Contrario consenso e recesso unilaterale
Nell’ambito dei contratti consensuali si riconosce che per concorde volontà delle parti possa venir posto nel nulla l’intero rapporto obbligatorio da essi scaturente, purché non si sia ancora data esecuzione alcuna al contratto. Recesso unilaterale dai contratti consensuali, con eguale effetto invalidante l’intero rapporto obbligatorio che da essi scaturisce.
Morte e capitis deminutio
La morte di uno dei due soggetti del rapporto obbligatorio può essere causa di estinzione del medesimo. La capitis deminutio del debitore estingue il rapporto obbligatorio salvo che si tratti di obligatio ex delicto.
Confusione
L’obbligazione si estingue per confusione a causa del riunirsi nella stessa persona della qualità di debitore e creditore e nel caso di obbligazione di garanzia se si riuniscono nella stessa persona il debitore principale e il garante.

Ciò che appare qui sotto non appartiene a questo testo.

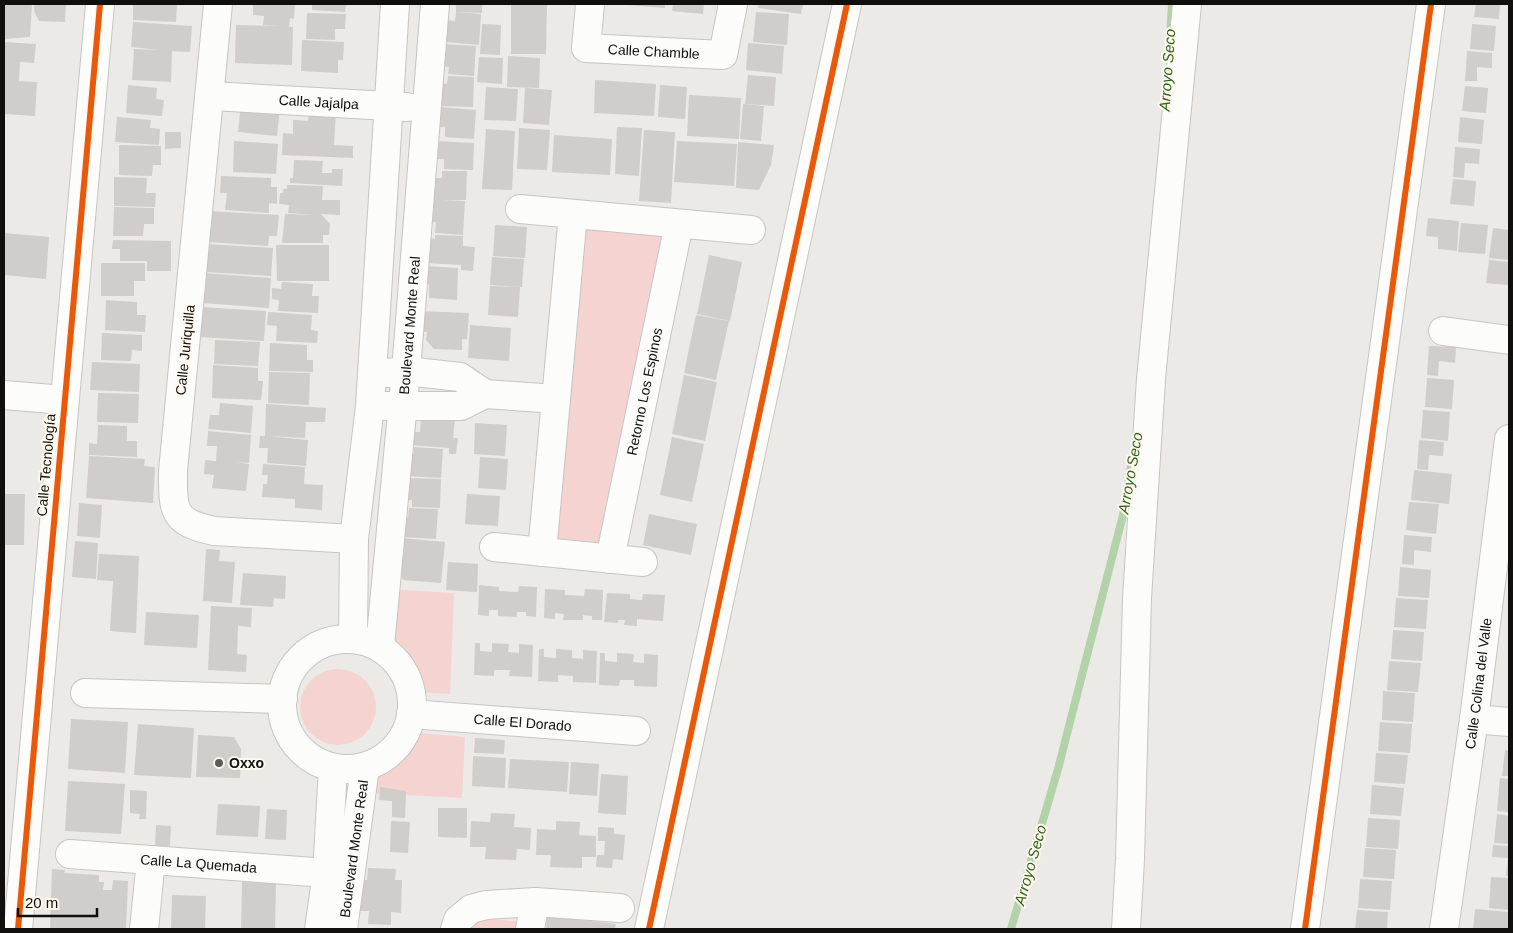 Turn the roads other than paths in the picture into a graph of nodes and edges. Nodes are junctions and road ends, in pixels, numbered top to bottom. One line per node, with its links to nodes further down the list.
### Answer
1 (100, 4): 24 (street, Calle Tecnología)
2 (218, 4): 10 (street, Calle Juriquilla)
3 (395, 4): 11 (street)
4 (435, 4): 12 (street, Boulevard Monte Real)
5 (590, 4): 6 (street, Calle Chamble)
6 (733, 4)
7 (847, 4): 55 (street)
8 (1187, 4): 56 (street)
9 (1431, 4): 57 (street)
10 (211, 96): 11 (street, Calle Jajalpa); 28 (street, Calle Juriquilla)
11 (388, 107): 12 (street, Calle Jajalpa); 20 (street)
12 (426, 107): 19 (street, Boulevard Monte Real)
13 (520, 209): 14 (street)
14 (573, 214): 15 (street); 23 (street)
15 (679, 224): 16 (street); 31 (street, Retorno Los Espinos)
16 (751, 230)
17 (1444, 330): 18 (street)
18 (1509, 340)
19 (406, 371): 20 (street); 21 (street); 26 (street, Boulevard Monte Real)
20 (371, 375): 25 (street)
21 (485, 394): 23 (street); 26 (street)
22 (4, 395): 24 (street)
23 (556, 399): 30 (street)
24 (64, 400): 44 (street, Calle Tecnología)
25 (370, 406): 26 (street); 28 (street)
26 (401, 407): 34 (street, Boulevard Monte Real)
27 (1509, 439): 38 (street, Calle Colina del Valle)
28 (354, 539): 33 (street)
29 (494, 547): 30 (street)
30 (542, 552): 31 (street)
31 (610, 559): 32 (street)
32 (643, 562)
33 (353, 639): 34 (street); 36 (street)
34 (380, 646): 37 (street)
35 (85, 693): 36 (street)
36 (283, 699): 42 (street)
37 (411, 714): 40 (street, Calle El Dorado); 41 (street)
38 (1474, 719): 39 (street); 58 (street, Calle Colina del Valle)
39 (1509, 722)
40 (636, 731)
41 (365, 767): 42 (street); 52 (street, Boulevard Monte Real)
42 (334, 768): 46 (street, Boulevard Monte Real)
43 (70, 854): 45 (street, Calle La Quemada)
44 (14, 855): 49 (street, Calle Tecnología)
45 (151, 860): 46 (street, Calle La Quemada); 50 (street)
46 (327, 873): 51 (street, Boulevard Monte Real)
47 (535, 902): 48 (street); 53 (street); 54 (street)
48 (620, 908)
49 (18, 929)
50 (144, 929)
51 (319, 929)
52 (343, 929)
53 (455, 929)
54 (530, 929)
55 (649, 929)
56 (1126, 929)
57 (1304, 929)
58 (1444, 929)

Impossibilità sopravvenuta
L’obbligazione si estingue per impossibilità sopravvenuta della prestazione quando non sia imputabile al debitore.
Concorso di cause
L’obbligazione si estingue quando il creditore di cosa di specie acquista con un altro titolo la cosa dovutagli. Si ammette l’estinzione nel caso di concorso tra due cause lucrative, e non tra una causa onerosa e una causa lucrativa.
Rimessione
È l’atto con cui il creditore, d’accordo con il debitore, rinuncia all’adempimento, di solito a scopo di liberalità ma anche per qualsiasi causa. La solutio è atto di liberazione del debitore da nexum. L’acceptilatio verbale è atto di liberazione del debitore da sponsio dotis dictio, effettuato in forma di domande e risposte e non può essere sottoposta a condizione o a termine e può anche essere parziale se il debito è divisibile.
Compensazione
La compensazione è in senso tecnico lo scomputo, dall’ammontare di un debito, di quanto il creditore deve a sua volta al debitore. Il banchiere può agire contro il proprio cliente solo chiedendo quanto residua del suo credito dedotto l’eventuale controcredito del cliente. Il compratore dei beni del fallito, agendo contro il debitore di lui, non può ottenere più di quanto residua dedotto l’attuale controcredito che il convenuto avesse verso il fallito.
Novazione
È la sostituzione di una precedente obbligazione con un’altra nuova. Si effettua tramite contratto verbale, normalmente stipulatio (deve contenere un espresso riferimento all’obbligazione preesistente, con la stessa prestazione ma nuovi elementi) ma anche dotis dictio. Con la novazione oggettiva si ha un mutamento nel contenuto del rapporto obbligatorio, mentre con la novazione soggettiva si ha un mutamento di uno dei soggetti del rapporto obbligatorio.
Litis contestatio
È l’atto con cui si chiude la far in iure del processo. La litis contestatio effettuata su di una actio civilis produce l’estinzione dell’obbligo.
Adempimento
L’adempimento è l’esecuzione della prestazione dovuta. L’adempimento si presenta come il modo normale di estinzione dell’obbligazione. Soggetti legittimati a eseguire la prestazione sono oltre al debitore il suo rappresentante o anche un qualsiasi terzo. Soggetti legittimati a ricevere la prestazione sono oltre il creditore, il suo rappresentante o un terzo autorizzato però dal creditore. L’oggetto della prestazione deve essere quello dovuto. Il debitore si libera solo procurando al creditore la proprietà, piena e irrevocabile, e il possesso della cosa. In due ipotesi eccezionali il debitore non è tenuto all’adempimento totale. Anzitutto il chiamato all’eredità che abbia concluso con i creditori ereditari aventi la maggioranza dei crediti possa avvalersene, in secondo luogo è riconosciuta in taluni casi al debitore la facoltà di adempiere solo nei limiti delle sue possibilità patrimoniali. Il tempo della prestazione è determinato dal titolo costitutivo dell’obbligazione o dalle circostanze: in mancanza di siffatta determinazione, la prestazione s’intende immediatamente dovuta. La prova dell’avvenuto adempimento deve risultare da documento o da 5 testimoni se l’obbligo fu assunto per iscritto da documento sottoscritto da 3 testimoni se l’obbligo è di entità superiore alle cinquanta libbre d’oro.